Assuming a fresh TwinCAT project is active, this should output the following symbols in the console:

Constants
Global_Version
MAIN
TwinCAT_SystemInfoVarList

These top-level symbols represent either global variable lists (GVLs) or programs (PROGRAMs) in the PLC. From here, you can drill down further into specific PROGRAMs or GVLs to explore their contained variables, properties and methods.

Accessing the MAIN Program Symbol

The MAIN program symbol usually represents the primary program block in our TwinCAT PLC setup.

To retrieve the MAIN program symbol from the DynamicSymbolsCollection, we can use either of these commands:

dynamic MAIN = symbols["MAIN"];

or more succinctly:

dynamic MAIN = symbols.MAIN;

Here, we're creating a DynamicSymbol object representing MAIN using the Dynamic Language Runtime (DLR). This approach allows us to interact with symbols flexibly. However, since it’s a dynamic type, IntelliSense won't provide auto-suggestions for properties or methods. Please, familiarising yourself with the DynamicSymbol documentation. It will be useful as you work with these objects.

To inspect the symbols under MAIN, we can iterate over its SubSymbols property. This provides a list of all variables and data structures contained within MAIN, which will vary depending on your PLC configuration:

foreach (var symbol in MAIN.SubSymbols) 
{
    Console.WriteLine(symbol.InstancePath);
}

If you've setup your TwinCAT project using the symbols we defined earlier, the above code snippet should output:

MAIN.arValue
MAIN.eValue
MAIN.fbValue
MAIN.fValue
MAIN.ipValue
MAIN.nValue
MAIN.stValue

Complete Code Example

Now that we've explored accessing the MAIN program symbol and listing its sub-symbols, let’s put it all together in a full example. This complete code snippet covers each step we've discussed: connecting to the PLC, loading symbols dynamically, and accessing the MAIN program symbol and its contents.

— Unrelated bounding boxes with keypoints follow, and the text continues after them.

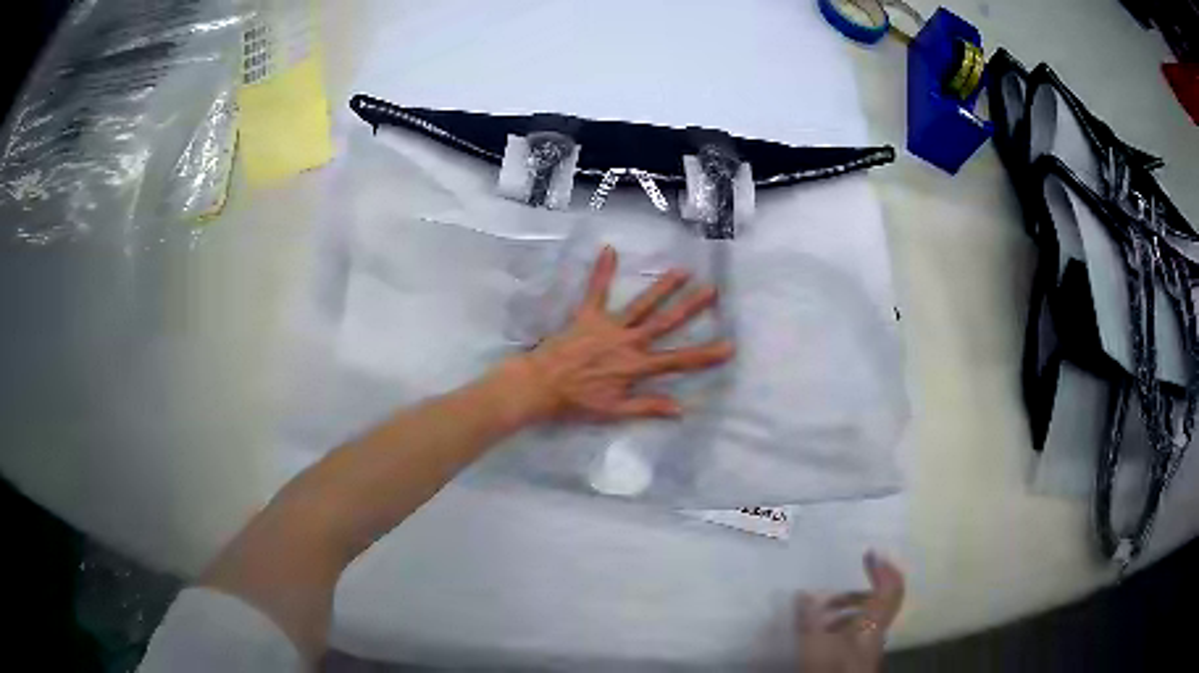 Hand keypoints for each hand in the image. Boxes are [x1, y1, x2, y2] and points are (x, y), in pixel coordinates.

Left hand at [507, 246, 733, 422]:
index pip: (678, 361)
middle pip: (665, 323)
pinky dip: (602, 271)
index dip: (705, 355)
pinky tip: (609, 249)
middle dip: (690, 307)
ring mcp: (608, 326)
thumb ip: (647, 407)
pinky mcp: (587, 316)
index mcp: (636, 367)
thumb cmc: (577, 401)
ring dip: (662, 287)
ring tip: (681, 270)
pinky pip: (596, 291)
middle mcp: (628, 342)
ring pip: (641, 304)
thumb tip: (681, 408)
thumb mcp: (614, 412)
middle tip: (712, 289)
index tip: (729, 345)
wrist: (540, 385)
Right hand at [796, 552, 905, 672]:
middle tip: (829, 595)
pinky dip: (840, 628)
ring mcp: (868, 647)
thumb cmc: (831, 669)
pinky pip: (855, 634)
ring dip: (845, 612)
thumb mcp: (814, 644)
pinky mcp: (858, 659)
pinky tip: (820, 636)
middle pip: (876, 604)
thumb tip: (804, 594)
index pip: (890, 589)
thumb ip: (809, 618)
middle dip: (854, 594)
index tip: (869, 552)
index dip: (883, 568)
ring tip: (818, 616)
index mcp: (873, 624)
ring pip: (864, 620)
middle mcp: (876, 632) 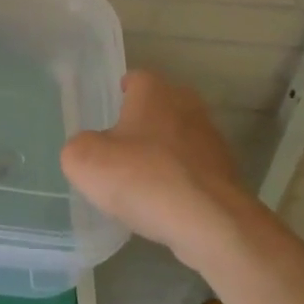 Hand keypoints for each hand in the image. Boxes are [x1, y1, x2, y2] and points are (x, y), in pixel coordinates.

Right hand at [61, 70, 256, 272]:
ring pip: (176, 139)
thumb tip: (89, 149)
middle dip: (140, 126)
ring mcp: (211, 137)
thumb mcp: (84, 161)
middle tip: (118, 154)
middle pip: (156, 108)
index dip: (117, 99)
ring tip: (141, 185)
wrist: (210, 223)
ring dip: (161, 155)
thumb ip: (78, 147)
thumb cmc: (143, 178)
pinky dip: (179, 181)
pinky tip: (164, 205)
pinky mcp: (226, 171)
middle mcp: (186, 103)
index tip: (104, 123)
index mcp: (153, 90)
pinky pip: (192, 170)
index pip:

The code example below demonstrates how to import the necessary libraries, establish a connection to your device, load the available symbols using the SymbolLoaderFactory, and list both the top-level symbols and the sub-symbols within MAIN.

using TwinCAT;
using TwinCAT.Ads;
using TwinCAT.Ads.TypeSystem;
using TwinCAT.TypeSystem;

using (AdsClient client = new())
{
    client.Connect(AmsNetId.Local, 851);
    var symbolLoader = (IDynamicSymbolLoader)SymbolLoaderFactory.Create
    (
        client,
        new SymbolLoaderSettings(SymbolsLoadMode.DynamicTree)
    );

    var symbols = (DynamicSymbolsCollection)symbolLoader.SymbolsDynamic;

    foreach (var symbol in symbols) Console.WriteLine(symbol.InstancePath);
    Console.WriteLine();

    dynamic MAIN = symbols["MAIN"];
    
    foreach (var symbol in MAIN.SubSymbols) Console.WriteLine(symbol.InstancePath);

    Console.WriteLine("\nPress any key to exit...\n");
    Console.ReadKey(true);
}

Running this code will display the following:

Constants
Global_Version
MAIN
TwinCAT_SystemInfoVarList

MAIN.arValue
MAIN.eValue
MAIN.fbValue
MAIN.fValue
MAIN.ipValue
MAIN.nValue
MAIN.stValue

Press any key to exit...

This is a list of the top-level symbols, followed by all sub-symbols within MAIN, demonstrating how to examine the structure of your PLC program and begin working with its data. This setup provides a solid foundation for the dynamic handling of symbols that will be used the following sections of this book.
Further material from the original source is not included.